The big Lebanese thirst

Fierce competition among bottlers

Executive Magazine


 

Not many consumer product segments have steady year-on-year growth regardless of the economic environment. Nor are there many products that are the same price as they were a decade ago. But as the marketing saying goes, water is life, and there is plenty of competition for consumers of bottled water. 

"You can consider bottled water in Lebanon as a basic good. You don’t have any alternative for drinking water, so we’ve never really been affected by the political situation, nor the economic situation,” says Merched S. Baaklini, deputy general manager of Bev Holding, producer of Rim.

According to a 2016 Blominvest Bank report, the sector grew in volume by 2 percent in 2013 and 2014, and 5 percent in 2015. In value terms, it averaged 6 percent growth in 2013, 10 percent in 2014, and 6 percent in 2015. 

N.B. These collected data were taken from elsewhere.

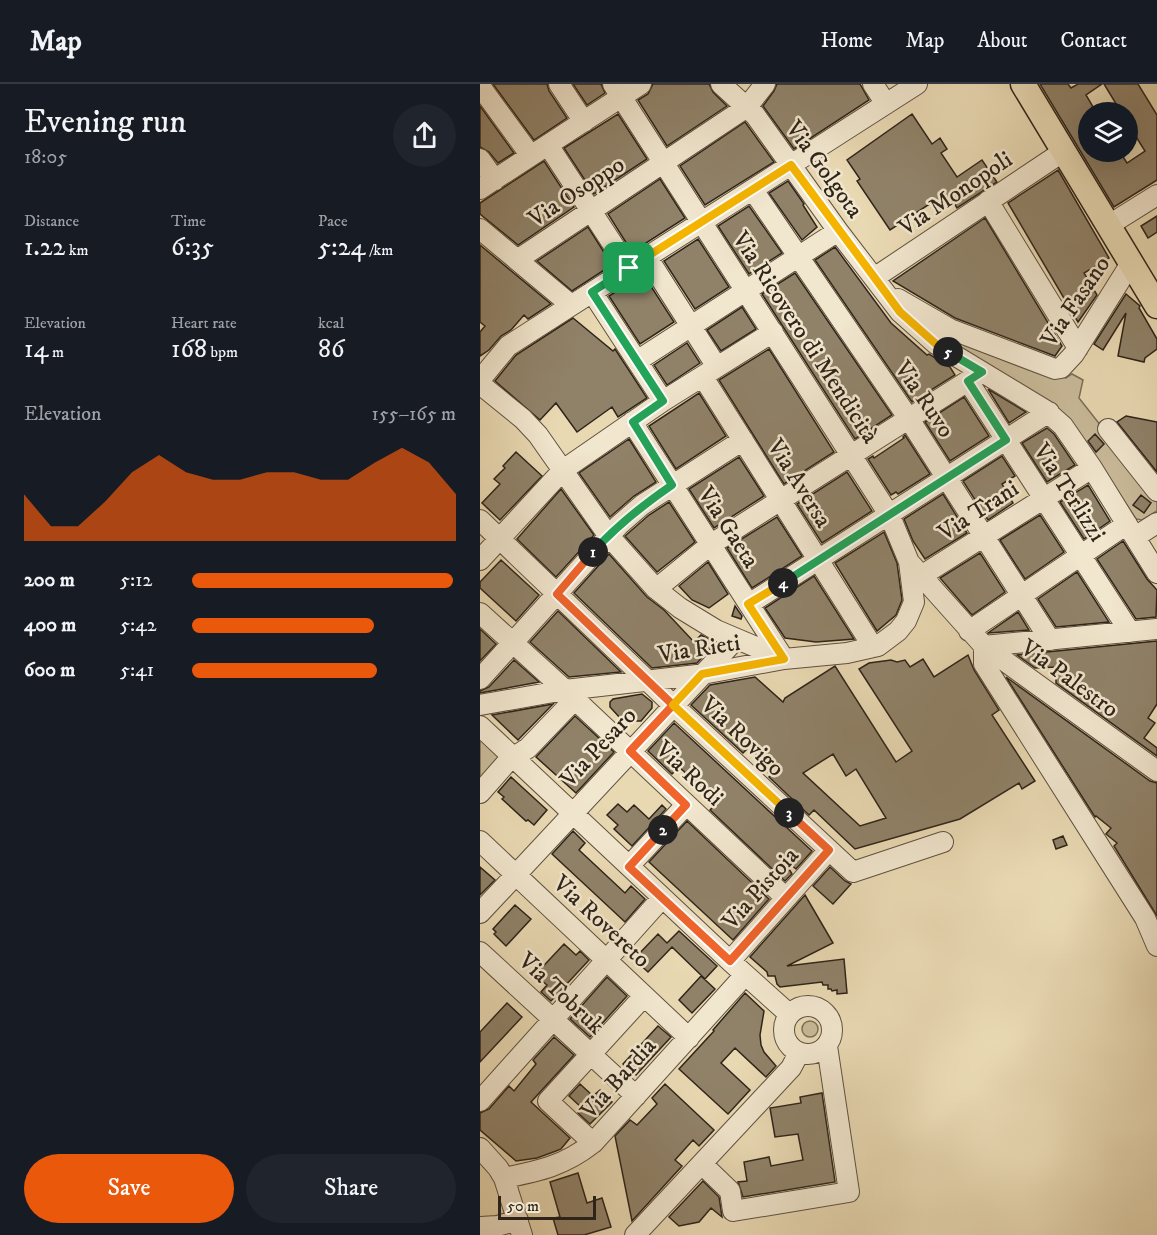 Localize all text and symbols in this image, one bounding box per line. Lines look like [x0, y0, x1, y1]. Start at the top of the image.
text: Map [30, 24, 82, 59]
text: Home [821, 28, 873, 54]
text: Map [906, 28, 944, 54]
text: About [977, 28, 1028, 54]
text: Contact [1061, 28, 1127, 54]
text: Evening run [24, 102, 186, 143]
map controls [1078, 102, 1138, 162]
button: layers [1078, 102, 1138, 162]
button: share [393, 104, 456, 167]
street label: Via Golgota [778, 114, 870, 225]
text: 18:05 [24, 145, 67, 170]
street label: Via Monopoli [892, 145, 1018, 243]
street label: Via Osoppo [522, 150, 630, 235]
text: Distance [24, 211, 79, 231]
text: Time [171, 211, 206, 231]
text: Pace [318, 211, 348, 231]
street label: Via Ricovero di Mendicità [725, 225, 885, 450]
text: 1.22 [24, 231, 65, 264]
text: 6:35 [171, 231, 214, 264]
text: 5:24 [318, 231, 365, 264]
text: km [65, 240, 89, 260]
text: /km [365, 240, 393, 260]
pin [603, 242, 654, 293]
street label: Via Fasano [1034, 250, 1117, 354]
icon: arrive [612, 251, 645, 284]
text: Elevation [24, 313, 86, 333]
text: Heart rate [171, 313, 237, 333]
text: kcal [318, 313, 344, 333]
text: 14 [24, 333, 49, 366]
text: 168 [171, 333, 207, 366]
text: 86 [318, 333, 345, 366]
pin: 5 [933, 337, 963, 367]
text: m [49, 342, 64, 362]
text: bpm [207, 342, 238, 362]
text: 5 [944, 342, 952, 362]
street label: Via Ruvo [887, 355, 961, 444]
text: Elevation [24, 402, 101, 427]
text: 155–165 m [371, 402, 456, 427]
street label: Via Aversa [760, 433, 839, 534]
street label: Via Terlizzi [1026, 437, 1112, 547]
street label: Via Trani [932, 474, 1025, 549]
street label: Via Gaeta [690, 480, 766, 575]
pin: 1 [578, 537, 608, 567]
text: 1 [590, 542, 596, 562]
text: 200 m [24, 568, 75, 593]
text: 5:12 [120, 568, 152, 593]
pin: 4 [768, 568, 798, 598]
text: 4 [778, 573, 788, 593]
text: 400 m [24, 613, 76, 638]
text: 5:42 [120, 613, 157, 638]
street label: Via Rieti [655, 628, 742, 670]
street label: Via Palestro [1014, 633, 1124, 724]
text: 600 m [24, 658, 75, 683]
text: 5:41 [120, 658, 154, 683]
street label: Via Rovigo [693, 690, 791, 783]
street label: Via Pesaro [553, 701, 643, 795]
street label: Via Rodi [648, 734, 730, 813]
pin: 3 [774, 798, 804, 828]
text: 3 [786, 803, 792, 823]
pin: 2 [648, 815, 678, 845]
text: 2 [659, 820, 667, 840]
street label: Via Pistoia [715, 841, 806, 937]
street label: Via Rovereto [545, 868, 656, 975]
street label: Via Tobruk [511, 945, 611, 1041]
street label: Via Bardia [574, 1031, 664, 1126]
button: Save [24, 1154, 234, 1223]
button: Share [246, 1154, 456, 1223]
scale bar [498, 1193, 596, 1220]
text: 50 m [507, 1196, 539, 1216]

Sector players attribute the rising demand for bottled water to both the healthy lifestyle trend, with consumers increasingly opting for water over soft drinks, and government mismanagement of the water sector. This ranges from health scares related to the lack of oversight of water companies — especially unlicensed bottlers, — to shortages in government supply. When the taps run dry, consumers are left unsure about the quality of water delivered by truck to their apartments.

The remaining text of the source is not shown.